Voilà donc des millions de personnes, peut-être 10% de la population de la France en mars 2020 et dont seule une petite proportion a quitté le pays à cause de l’épidémie, à qui le président de la République ne s’adresse pas [2]. Ils et elles ne sont pas touché.e.s par le virus, n’ont pas participé aux efforts et à l’intérêt collectif, ne sont pas mobilisé.e.s, n’ont pas de « plus vulnérables » à protéger, n’ont pas été voter aux municipales, n’ont pas à limiter leurs déplacements ni à rester confiné.e.s (!), n’ont pas de « force d’âme », n’ont pas à être soutenu.e.s par « la Nation », etc.

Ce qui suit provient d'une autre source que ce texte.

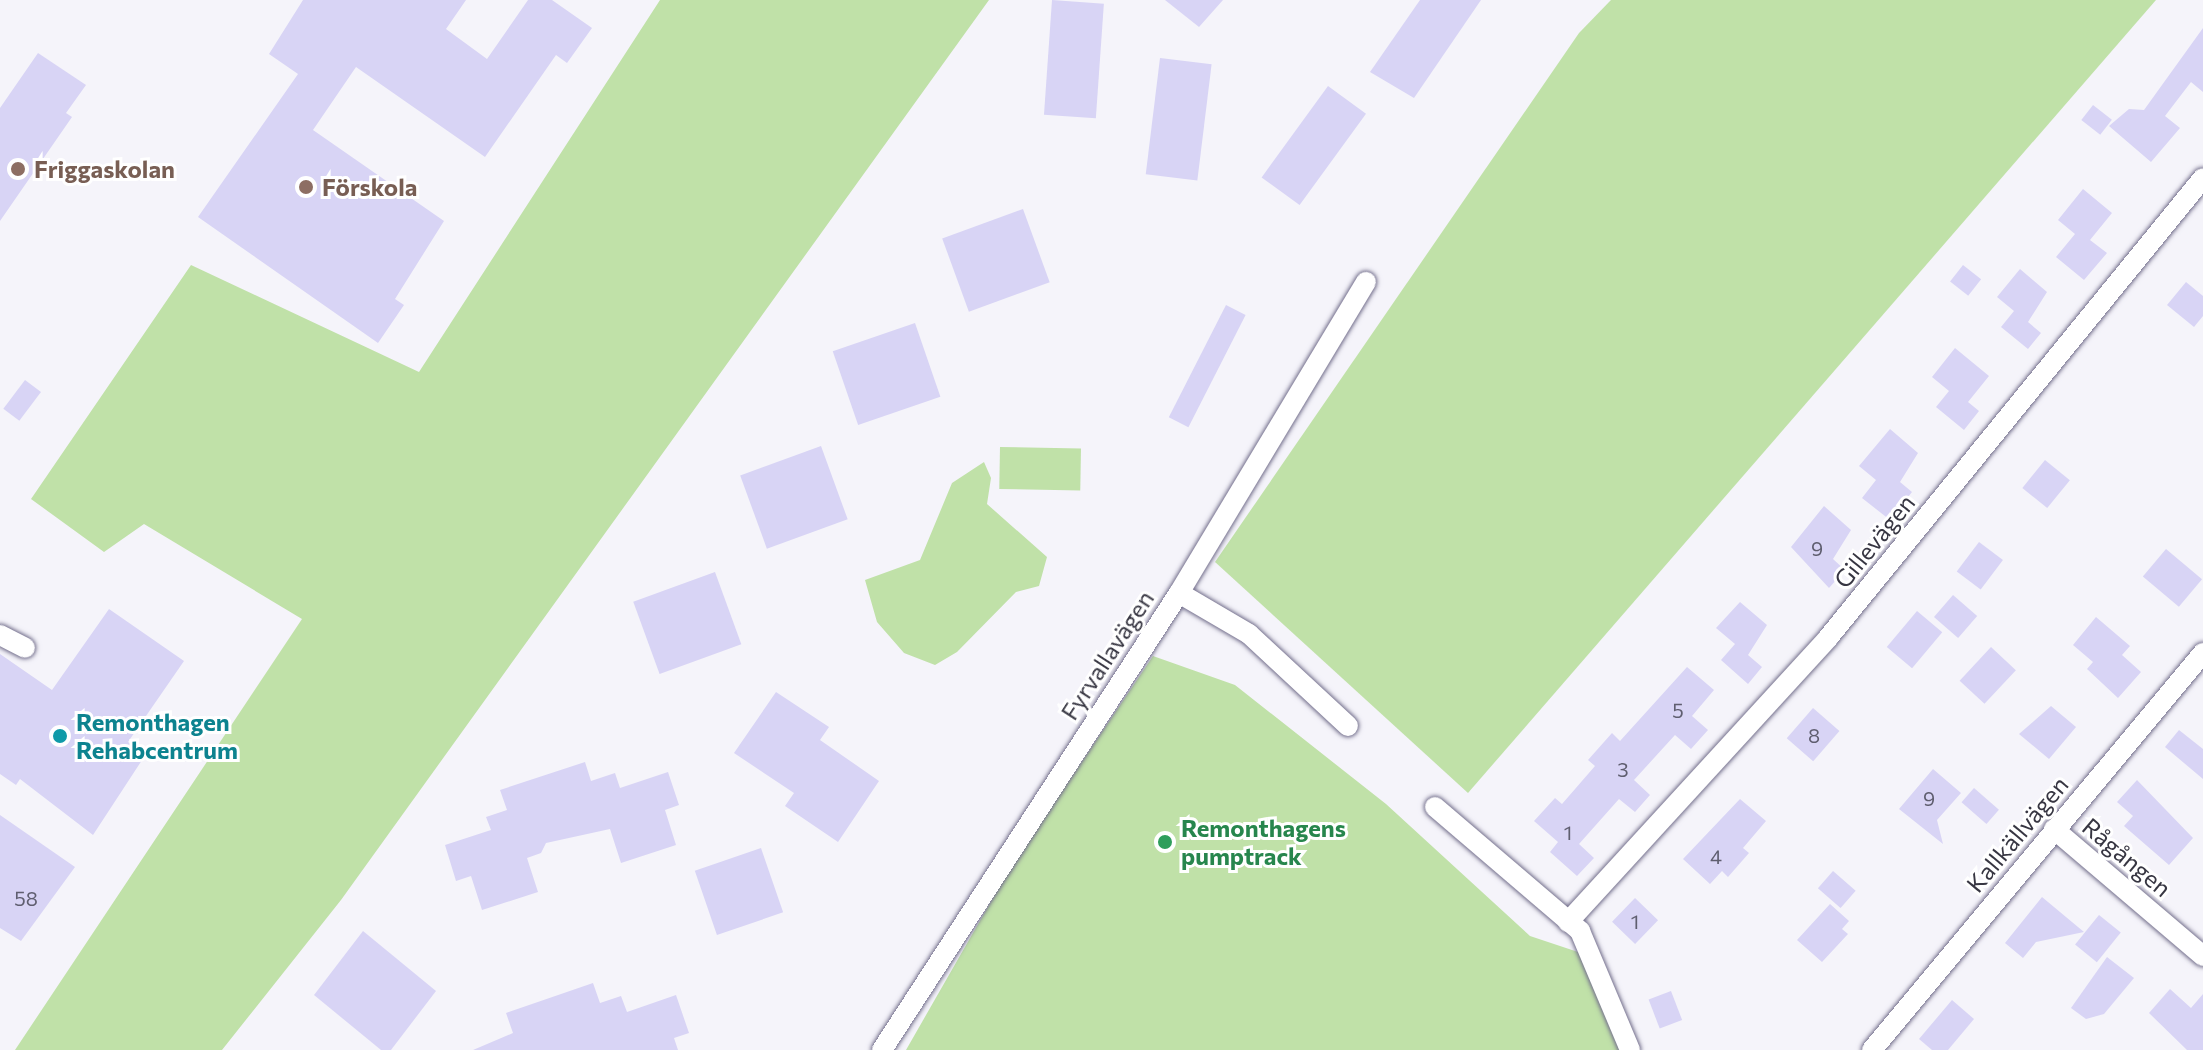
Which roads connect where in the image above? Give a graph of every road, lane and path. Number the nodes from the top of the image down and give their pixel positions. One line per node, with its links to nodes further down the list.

S’il ne s’adresse pas à elles et à eux, et ne les évoque pas, ce n’est pas par accident ponctuel mais parce que « l’esprit national » est la base structurante de son discours, comme souvent en France, d’où les nombreux extraits que j’ai dû citer ci-dessus pour montrer avec quelle constance il revient sur ces termes clés : « Mes chers compatriotes, Français, Nation, concitoyens, Nous, Notre, France », avec une insistance que l’on appellera généreusement « patriotique » au final de son discours. Même quand il parle, dans deux discours, des élections municipales, il ne parle que des Français : il « oublie » que les ressortissant.e.s d’un État-membre de l’Union européenne vivant en France peuvent voter aux élections municipales. Et la rhétorique guerrière ajoute des connotations nationales ou nationalistes à l’ensemble des deux derniers discours.

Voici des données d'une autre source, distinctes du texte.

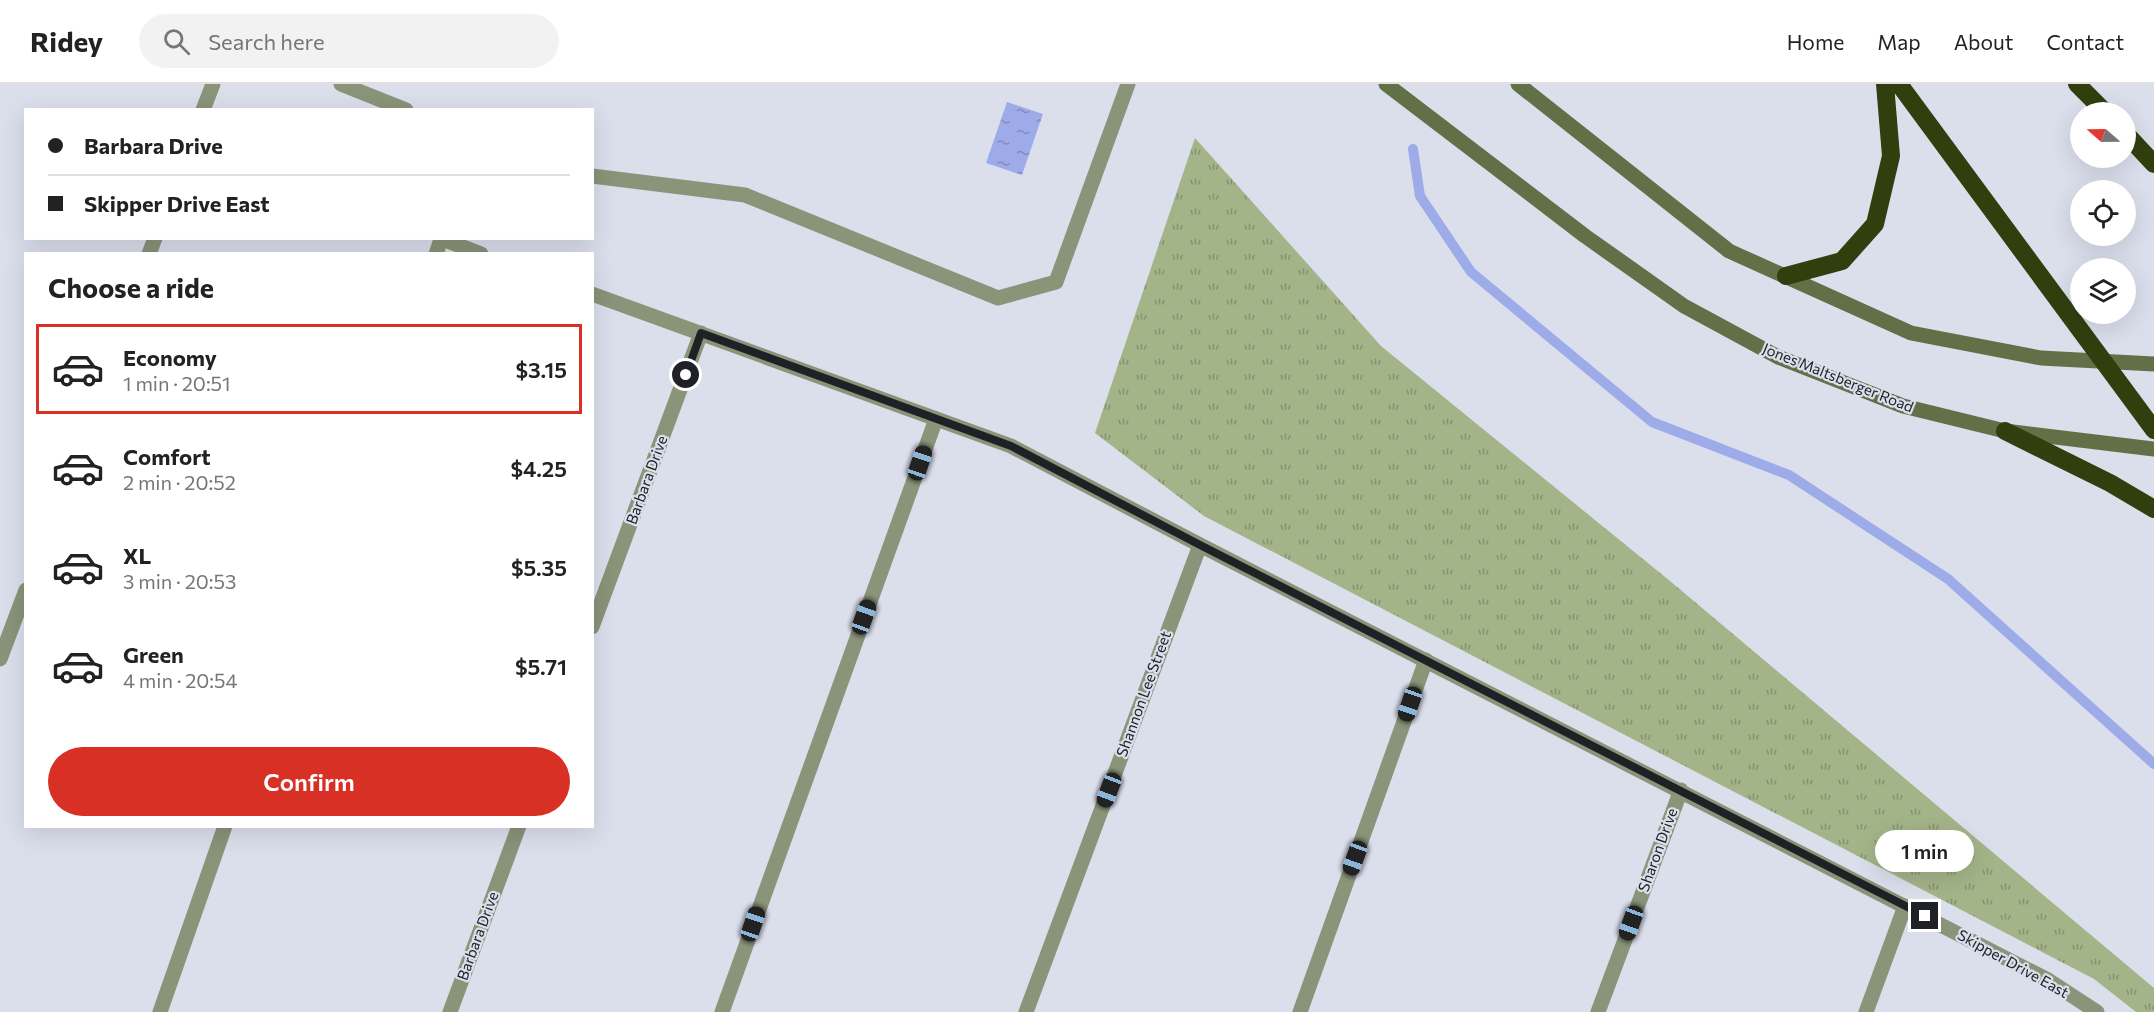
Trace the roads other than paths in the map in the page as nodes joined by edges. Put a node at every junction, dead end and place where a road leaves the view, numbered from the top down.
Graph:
1 (213, 84) edge
2 (341, 84) edge
3 (1128, 84) edge
4 (1386, 84) edge
5 (1518, 84) edge
6 (1885, 84) edge
7 (1899, 84) edge
8 (2077, 84) edge
9 (2095, 102) edge
10 (204, 108) edge
11 (401, 108) edge
12 (2136, 145) edge
13 (2154, 164) edge
14 (594, 176) edge
15 (444, 240) edge
16 (476, 252) edge
17 (1786, 276) junction
18 (594, 295) edge
19 (701, 333) junction
20 (2104, 362) junction
21 (2154, 364) edge
22 (936, 419) junction
23 (2154, 430) edge
24 (2005, 431) junction
25 (2154, 449) edge
26 (2154, 509) edge
27 (1200, 545) junction
28 (24, 595) edge
29 (594, 622) edge
30 (0, 659) edge
31 (1426, 660) junction
32 (1681, 790) junction
33 (224, 828) edge
34 (518, 828) edge
35 (1905, 906) junction
36 (160, 1012) edge
37 (450, 1012) edge
38 (722, 1012) edge
39 (1026, 1012) edge
40 (1300, 1012) edge
41 (1598, 1012) edge
42 (1866, 1012) edge
43 (2097, 1012) edge

1 - 10 street
2 - 11 street
3 - 14 street
4 - 24 main road, Jones Maltsberger Road
5 - 17 main road
6 - 17 highway
7 - 20 highway
8 - 9 highway
12 - 13 highway
15 - 16 street
17 - 20 main road
18 - 19 street, Skipper Drive East
19 - 22 street, Skipper Drive East
19 - 29 street, Barbara Drive
20 - 21 main road
20 - 23 highway
22 - 27 street, Skipper Drive East
22 - 38 street
24 - 25 main road, Jones Maltsberger Road
24 - 26 highway
27 - 31 street, Skipper Drive East
27 - 39 street, Shannon Lee Street
28 - 30 street
31 - 32 street, Skipper Drive East
31 - 40 street
32 - 35 street, Skipper Drive East
32 - 41 street, Sharon Drive
33 - 36 street
34 - 37 street, Barbara Drive
35 - 42 street
35 - 43 street, Skipper Drive East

Le pire, c’est que ces discours appellent paradoxalement à s’unir, à éviter les « facteurs de division » et à « refuser le repli nationaliste », alors même qu’’ils excluent une partie notable de la population sur la base d’une distinction (non dite) entre « Français, compatriotes, concitoyens, Nation... » et... les autres, dont on ne parle pas, sauf pour les remercier quand ils sont « chez eux » : « je veux remercier nos voisins allemands, suisses, luxembourgeois », mais qui ne sont pas censés être en France. Ce serait donc ça l’idée du « en même temps » macronien : en même temps on s’unit (entre Français) et en même temps on se sépare (des étrangers) ?

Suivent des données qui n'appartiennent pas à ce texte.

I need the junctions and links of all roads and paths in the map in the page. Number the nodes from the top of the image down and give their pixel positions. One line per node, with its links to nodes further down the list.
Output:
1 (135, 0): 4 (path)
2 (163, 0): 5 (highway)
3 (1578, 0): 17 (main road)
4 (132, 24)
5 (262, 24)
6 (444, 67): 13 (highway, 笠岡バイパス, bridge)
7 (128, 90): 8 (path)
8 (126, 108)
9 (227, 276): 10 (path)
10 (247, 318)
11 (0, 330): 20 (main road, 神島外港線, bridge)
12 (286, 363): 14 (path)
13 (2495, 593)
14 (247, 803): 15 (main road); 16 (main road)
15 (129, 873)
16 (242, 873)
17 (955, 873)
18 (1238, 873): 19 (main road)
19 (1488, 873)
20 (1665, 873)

Non, ça ne va pas sans dire.... car c’est dire autre chose

On pourra toujours dire : « Il ne l’a pas dit mais ça va sans dire ». Tu parles ! Les mots sont importants. Sinon, pourquoi ces discours ? Il n’était pourtant pas difficile de s’adresser à tout le monde par un simple « Mesdames et Messieurs » (d’ailleurs présent au début du discours du 25 mars à Mulhouse, mais destiné aux personnes présentes) adressé à « toutes celles et tous ceux qui sont en France au moment de cette crise ». Dans un pays aujourd’hui et depuis longtemps traversé par des idées xénophobes, jusque parmi une part de ses citoyens et de ses élu.e.s, jusque dans certaines de ses dispositions constitutionnelles, légales et administratives, non, ça ne va pas sans dire. Ne pas le dire, c’est envoyer un message implicitement sélectif, explicitement nationaliste, politiquement conséquent et... humainement inacceptable.

Notes

[1Albin Wagener, « Réactions post-attentats en France et en Belgique : étude comparative des discours de l’exécutif politique », Mots. Les langages du politique [En ligne], 116 | 2018, mis en ligne le 23 février 2020, consulté le 26 février 2018. URL : http://journals.openedition.org/mots/23080

[2Il y a peut-être une exception quand il parle de « l’ensemble des personnels du service public de la santé en France sont engagés avec dévouement et efficacité́ », à plusieurs reprises et sous diverses mises en mots, ainsi que de « l’ensemble des femmes et des hommes qui sont en deuxième ligne et qui permettent à nos soignants de soigner, et au pays de continuer à vivre » mais sans aucune explicitation qui compenserait l’adresse exclusive aux « compatriotes ».